The fact that we stayed in people’s homes was an incredible educational experience for me. We stayed with one lady named Krista Koppenhoffer. She was the “textbook” German woman. Her husband had served in the SS during the war. After I asked her a million questions about the war, she took me into her room and opened a trunk. Inside was her husband’s black SS uniform. It was complete with boots and belts and his pistol. I begged her to let me have that. She had no family so she could have given it to me. She refused. It was her only link to her husband, she said.

Her husband had taken part in the plot to overthrow Hitler and so he was shot. She never forgot. But she did forgive. She had been a Christian and decided to dedicate her life to God and winning people to Him.
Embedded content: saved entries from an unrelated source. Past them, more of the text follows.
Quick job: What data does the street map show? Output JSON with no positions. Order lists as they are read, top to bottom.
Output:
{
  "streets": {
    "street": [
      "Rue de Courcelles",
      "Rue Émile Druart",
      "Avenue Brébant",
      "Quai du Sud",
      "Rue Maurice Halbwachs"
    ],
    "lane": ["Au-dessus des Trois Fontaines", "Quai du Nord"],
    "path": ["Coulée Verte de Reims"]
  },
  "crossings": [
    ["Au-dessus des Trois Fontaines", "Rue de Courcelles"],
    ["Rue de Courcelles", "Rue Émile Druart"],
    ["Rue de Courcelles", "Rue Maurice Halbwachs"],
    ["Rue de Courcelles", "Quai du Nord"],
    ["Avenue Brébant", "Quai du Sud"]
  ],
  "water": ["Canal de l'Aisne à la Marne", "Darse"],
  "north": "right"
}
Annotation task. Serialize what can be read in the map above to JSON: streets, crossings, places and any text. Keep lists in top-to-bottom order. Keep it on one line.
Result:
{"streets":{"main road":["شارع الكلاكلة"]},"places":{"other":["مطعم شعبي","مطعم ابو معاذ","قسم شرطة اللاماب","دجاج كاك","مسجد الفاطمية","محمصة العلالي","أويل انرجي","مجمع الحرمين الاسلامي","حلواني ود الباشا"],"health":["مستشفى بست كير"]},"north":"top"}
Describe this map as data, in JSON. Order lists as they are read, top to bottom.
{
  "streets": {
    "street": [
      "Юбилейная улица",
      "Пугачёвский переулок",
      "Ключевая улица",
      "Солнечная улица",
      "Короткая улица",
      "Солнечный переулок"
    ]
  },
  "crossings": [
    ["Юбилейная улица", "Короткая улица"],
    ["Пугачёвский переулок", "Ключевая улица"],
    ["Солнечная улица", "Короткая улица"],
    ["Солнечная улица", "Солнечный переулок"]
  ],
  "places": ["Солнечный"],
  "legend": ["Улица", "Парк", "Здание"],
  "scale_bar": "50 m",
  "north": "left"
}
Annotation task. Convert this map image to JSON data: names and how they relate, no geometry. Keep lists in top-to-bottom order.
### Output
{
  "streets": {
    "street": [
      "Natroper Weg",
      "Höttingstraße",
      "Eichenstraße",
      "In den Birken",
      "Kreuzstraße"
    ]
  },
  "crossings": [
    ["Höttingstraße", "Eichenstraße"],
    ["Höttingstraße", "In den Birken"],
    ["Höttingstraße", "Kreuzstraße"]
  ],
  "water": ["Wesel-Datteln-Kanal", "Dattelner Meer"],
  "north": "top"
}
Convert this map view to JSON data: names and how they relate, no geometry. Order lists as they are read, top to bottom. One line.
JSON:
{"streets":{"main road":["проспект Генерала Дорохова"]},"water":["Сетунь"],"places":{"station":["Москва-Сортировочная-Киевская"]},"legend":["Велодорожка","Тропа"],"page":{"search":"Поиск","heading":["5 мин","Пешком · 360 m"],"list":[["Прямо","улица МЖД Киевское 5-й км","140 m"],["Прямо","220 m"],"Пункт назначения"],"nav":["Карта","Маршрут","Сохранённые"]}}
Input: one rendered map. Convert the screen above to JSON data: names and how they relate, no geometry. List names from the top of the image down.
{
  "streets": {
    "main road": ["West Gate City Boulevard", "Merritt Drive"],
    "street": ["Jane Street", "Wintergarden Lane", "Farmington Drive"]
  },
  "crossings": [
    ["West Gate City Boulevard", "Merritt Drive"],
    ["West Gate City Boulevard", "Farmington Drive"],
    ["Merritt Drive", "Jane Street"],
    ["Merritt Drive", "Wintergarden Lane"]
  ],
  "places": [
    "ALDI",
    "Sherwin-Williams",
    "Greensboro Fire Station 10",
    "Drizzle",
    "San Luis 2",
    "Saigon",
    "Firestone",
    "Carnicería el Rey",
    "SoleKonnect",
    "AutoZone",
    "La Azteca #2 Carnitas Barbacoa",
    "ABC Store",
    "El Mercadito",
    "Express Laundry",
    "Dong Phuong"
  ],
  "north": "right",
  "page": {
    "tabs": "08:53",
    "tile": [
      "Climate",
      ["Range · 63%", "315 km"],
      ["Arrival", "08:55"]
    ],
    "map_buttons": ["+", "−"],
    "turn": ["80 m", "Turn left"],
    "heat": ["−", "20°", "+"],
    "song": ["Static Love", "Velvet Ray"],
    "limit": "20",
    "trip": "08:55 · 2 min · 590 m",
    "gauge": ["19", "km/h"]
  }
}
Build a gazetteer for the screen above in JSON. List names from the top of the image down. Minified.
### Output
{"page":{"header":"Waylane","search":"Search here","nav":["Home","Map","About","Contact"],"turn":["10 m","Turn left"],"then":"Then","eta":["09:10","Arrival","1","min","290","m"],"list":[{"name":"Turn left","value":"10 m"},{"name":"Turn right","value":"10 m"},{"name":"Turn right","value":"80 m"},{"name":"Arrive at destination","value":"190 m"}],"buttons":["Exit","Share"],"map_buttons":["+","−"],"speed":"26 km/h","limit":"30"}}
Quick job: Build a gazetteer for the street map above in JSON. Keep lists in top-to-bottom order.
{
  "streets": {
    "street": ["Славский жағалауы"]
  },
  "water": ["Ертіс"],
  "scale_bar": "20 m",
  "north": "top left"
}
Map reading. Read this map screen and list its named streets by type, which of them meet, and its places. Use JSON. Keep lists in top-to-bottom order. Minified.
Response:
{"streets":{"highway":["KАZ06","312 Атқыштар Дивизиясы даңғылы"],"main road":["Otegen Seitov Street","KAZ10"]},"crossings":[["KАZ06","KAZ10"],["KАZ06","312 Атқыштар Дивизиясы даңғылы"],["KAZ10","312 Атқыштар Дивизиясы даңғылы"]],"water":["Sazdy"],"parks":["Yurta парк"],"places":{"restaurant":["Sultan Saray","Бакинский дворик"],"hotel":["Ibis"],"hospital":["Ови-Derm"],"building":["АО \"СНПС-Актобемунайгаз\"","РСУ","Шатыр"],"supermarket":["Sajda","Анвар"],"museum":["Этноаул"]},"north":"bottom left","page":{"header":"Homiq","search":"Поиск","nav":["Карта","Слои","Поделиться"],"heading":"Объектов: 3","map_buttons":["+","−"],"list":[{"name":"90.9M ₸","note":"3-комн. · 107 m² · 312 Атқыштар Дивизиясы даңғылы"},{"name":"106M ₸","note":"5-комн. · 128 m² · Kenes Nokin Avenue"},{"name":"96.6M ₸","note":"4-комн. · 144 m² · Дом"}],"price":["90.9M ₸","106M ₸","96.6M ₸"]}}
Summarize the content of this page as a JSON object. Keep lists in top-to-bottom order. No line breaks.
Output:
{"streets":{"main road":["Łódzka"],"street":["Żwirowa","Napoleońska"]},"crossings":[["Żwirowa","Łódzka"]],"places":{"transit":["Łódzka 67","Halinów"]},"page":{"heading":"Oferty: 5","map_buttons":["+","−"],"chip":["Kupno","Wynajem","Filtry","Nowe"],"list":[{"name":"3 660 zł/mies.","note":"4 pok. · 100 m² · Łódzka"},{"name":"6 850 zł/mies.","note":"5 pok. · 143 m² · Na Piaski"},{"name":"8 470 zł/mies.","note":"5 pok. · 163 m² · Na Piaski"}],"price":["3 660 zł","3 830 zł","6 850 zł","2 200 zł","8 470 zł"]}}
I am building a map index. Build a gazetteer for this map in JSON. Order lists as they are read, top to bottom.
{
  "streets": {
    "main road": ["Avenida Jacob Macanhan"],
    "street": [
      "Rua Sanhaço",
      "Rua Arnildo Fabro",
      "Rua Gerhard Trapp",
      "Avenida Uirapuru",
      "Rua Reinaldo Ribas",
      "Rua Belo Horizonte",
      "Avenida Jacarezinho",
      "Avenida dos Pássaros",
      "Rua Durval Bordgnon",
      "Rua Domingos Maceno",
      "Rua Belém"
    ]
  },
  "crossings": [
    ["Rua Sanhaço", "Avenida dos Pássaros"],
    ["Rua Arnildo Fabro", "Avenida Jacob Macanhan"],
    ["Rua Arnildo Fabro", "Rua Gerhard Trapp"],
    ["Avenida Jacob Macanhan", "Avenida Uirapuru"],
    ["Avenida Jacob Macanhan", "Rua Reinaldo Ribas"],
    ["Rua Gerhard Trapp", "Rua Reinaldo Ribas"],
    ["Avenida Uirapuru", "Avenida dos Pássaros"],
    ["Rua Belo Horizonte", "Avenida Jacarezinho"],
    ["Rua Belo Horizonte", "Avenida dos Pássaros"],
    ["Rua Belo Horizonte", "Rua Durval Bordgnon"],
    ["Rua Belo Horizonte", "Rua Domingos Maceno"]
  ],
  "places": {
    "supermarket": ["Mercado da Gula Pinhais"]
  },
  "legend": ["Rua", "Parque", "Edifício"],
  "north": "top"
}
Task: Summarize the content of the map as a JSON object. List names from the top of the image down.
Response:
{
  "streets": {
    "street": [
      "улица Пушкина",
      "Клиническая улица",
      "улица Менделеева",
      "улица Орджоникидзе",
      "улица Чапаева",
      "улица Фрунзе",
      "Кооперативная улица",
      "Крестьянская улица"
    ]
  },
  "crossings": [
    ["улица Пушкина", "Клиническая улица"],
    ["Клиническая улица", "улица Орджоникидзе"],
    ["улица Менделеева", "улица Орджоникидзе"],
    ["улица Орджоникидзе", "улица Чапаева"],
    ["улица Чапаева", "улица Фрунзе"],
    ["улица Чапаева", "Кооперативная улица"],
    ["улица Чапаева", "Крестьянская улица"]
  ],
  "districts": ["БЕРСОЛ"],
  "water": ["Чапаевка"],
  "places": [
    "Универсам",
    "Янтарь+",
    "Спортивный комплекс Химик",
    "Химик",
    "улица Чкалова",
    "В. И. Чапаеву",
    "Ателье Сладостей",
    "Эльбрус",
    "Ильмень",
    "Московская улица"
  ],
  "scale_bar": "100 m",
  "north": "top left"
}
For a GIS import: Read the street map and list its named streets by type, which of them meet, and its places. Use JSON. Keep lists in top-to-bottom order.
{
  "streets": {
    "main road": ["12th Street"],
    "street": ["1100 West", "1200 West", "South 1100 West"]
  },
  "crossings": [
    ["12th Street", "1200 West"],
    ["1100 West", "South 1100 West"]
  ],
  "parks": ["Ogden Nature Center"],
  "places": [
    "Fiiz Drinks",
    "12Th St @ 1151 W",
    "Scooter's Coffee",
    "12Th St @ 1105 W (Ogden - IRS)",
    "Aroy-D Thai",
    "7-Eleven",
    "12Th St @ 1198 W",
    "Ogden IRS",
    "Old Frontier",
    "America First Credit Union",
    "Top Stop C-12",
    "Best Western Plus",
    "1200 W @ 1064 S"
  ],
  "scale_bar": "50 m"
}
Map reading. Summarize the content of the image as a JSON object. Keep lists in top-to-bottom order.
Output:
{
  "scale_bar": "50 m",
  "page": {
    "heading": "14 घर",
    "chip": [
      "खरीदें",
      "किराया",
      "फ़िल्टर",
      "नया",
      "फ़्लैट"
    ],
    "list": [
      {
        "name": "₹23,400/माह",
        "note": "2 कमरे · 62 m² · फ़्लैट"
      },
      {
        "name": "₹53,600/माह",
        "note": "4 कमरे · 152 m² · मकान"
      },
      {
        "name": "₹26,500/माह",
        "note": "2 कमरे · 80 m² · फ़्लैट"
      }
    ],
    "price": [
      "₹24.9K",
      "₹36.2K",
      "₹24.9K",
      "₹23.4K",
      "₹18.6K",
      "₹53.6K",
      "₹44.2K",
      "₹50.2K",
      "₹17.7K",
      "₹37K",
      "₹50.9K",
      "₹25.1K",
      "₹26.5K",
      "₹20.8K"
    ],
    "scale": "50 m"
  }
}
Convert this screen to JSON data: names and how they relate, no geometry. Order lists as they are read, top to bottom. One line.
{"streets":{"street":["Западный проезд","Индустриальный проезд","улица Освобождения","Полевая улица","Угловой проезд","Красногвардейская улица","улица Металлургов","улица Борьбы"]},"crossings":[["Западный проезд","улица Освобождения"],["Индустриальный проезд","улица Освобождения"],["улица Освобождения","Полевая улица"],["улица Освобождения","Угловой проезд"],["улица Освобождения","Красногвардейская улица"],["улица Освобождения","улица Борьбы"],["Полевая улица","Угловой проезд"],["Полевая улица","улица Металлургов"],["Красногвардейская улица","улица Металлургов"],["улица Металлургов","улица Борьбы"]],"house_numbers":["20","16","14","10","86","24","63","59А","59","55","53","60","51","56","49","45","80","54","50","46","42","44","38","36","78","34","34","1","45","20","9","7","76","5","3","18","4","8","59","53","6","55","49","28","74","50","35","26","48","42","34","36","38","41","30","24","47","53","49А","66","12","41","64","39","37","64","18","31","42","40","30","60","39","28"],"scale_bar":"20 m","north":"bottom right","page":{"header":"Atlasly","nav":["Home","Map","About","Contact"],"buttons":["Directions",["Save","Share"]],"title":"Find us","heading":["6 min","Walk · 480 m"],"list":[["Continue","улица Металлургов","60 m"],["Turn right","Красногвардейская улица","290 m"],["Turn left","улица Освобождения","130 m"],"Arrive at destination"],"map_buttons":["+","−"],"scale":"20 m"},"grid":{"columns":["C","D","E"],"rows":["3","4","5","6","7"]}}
She gave us lodging and food and was a marvelous hostess. She took me to many places to show me the German side of the war. Her stories of the liberation of Europe were not good stories. Murders of over 1 Million German speaking people were enacted. They were guilty by vernacular.  She told me how she claimed to only speak Polish. It was all that saved her life. She explained how food was almost non-existent. She hid from the Russians and the Americans to keep from being raped.

While Krista was feeling the oppression of hatred toward the German race, another story was happening in the same country. The story of a young man who was 15 years old when he was liberated from Auschwitz and Buchenwald. He was a Jew and had survived the holocaust. Irving Roth had felt the oppression of the Germans and their allies as a young impressionable boy.

Because he was a Jew, food was almost non-existent. He and his family were forced to hide from the German army because they were Jews. He could not speak his own language for fear of being discovered and killed. Eventually he and his family were put in cattle cars and taken to the death camps. Because he was a young and strong young boy, he was sent to the labor camps. There was a big difference in the two. One was for immediate extermination; the other for slave labor in the fields, building roads, housing etc.

Both of these people have crossed my path in my lifetime. It was surreal to see that ominous black SS uniform and those boots and that pistol. I could only imagine the man who wore that uniform. His wife tried to describe him as a good man who was deceived to believe that Hitler was making a Germany whole. She said Hitler could hold you spell bound with his speeches and the result was prosperity. To a war torn country that was like a soft gentle rain.

Yesterday it was again surreal to see the actual tattoo on Irving Roth’s arm that was placed there by the SS. It was his only identity. His name was of no importance to his captors. He spoke of his childhood being ripped away from him by those soldiers in the black uniforms. All because he was a Jew.

But both of these people who had seen and experienced horror beyond belief, professed to me that God had been the real Savior of their lives and of their world. Krista and Irving might have lived in the same town and maybe have seen each other at some point. I don’t know. But what I do know is that neither of them let their horror define who they became.

I can’t imagine that Krista is still alive. How I would love to have kept in contact with her. I wrote her a few times and she responded , then it became less and less. I wish I had known more. But I do know that she put herself into the work of God to bring hope and honor to her little part of her world.

And Irving Roth? He spoke of his horror without one hint of hatred. I spoke with him briefly. I said “I am so sorry for what you had to endure”. He said…”Yes, but I am here now”. He is a voice for Christians United for Israel. He knows horror first hand. He knows Honor first hand.

So you see dear friends, our lives may take many dark paths. We may endure horrors that are beyond imagining. But Honor…..Honor comes from forgiveness and vision. Look ahead. Look to the future of what God has ordained. Forgive the horror of the past. Find Honor in the future.

Take your life from Horror to Honor!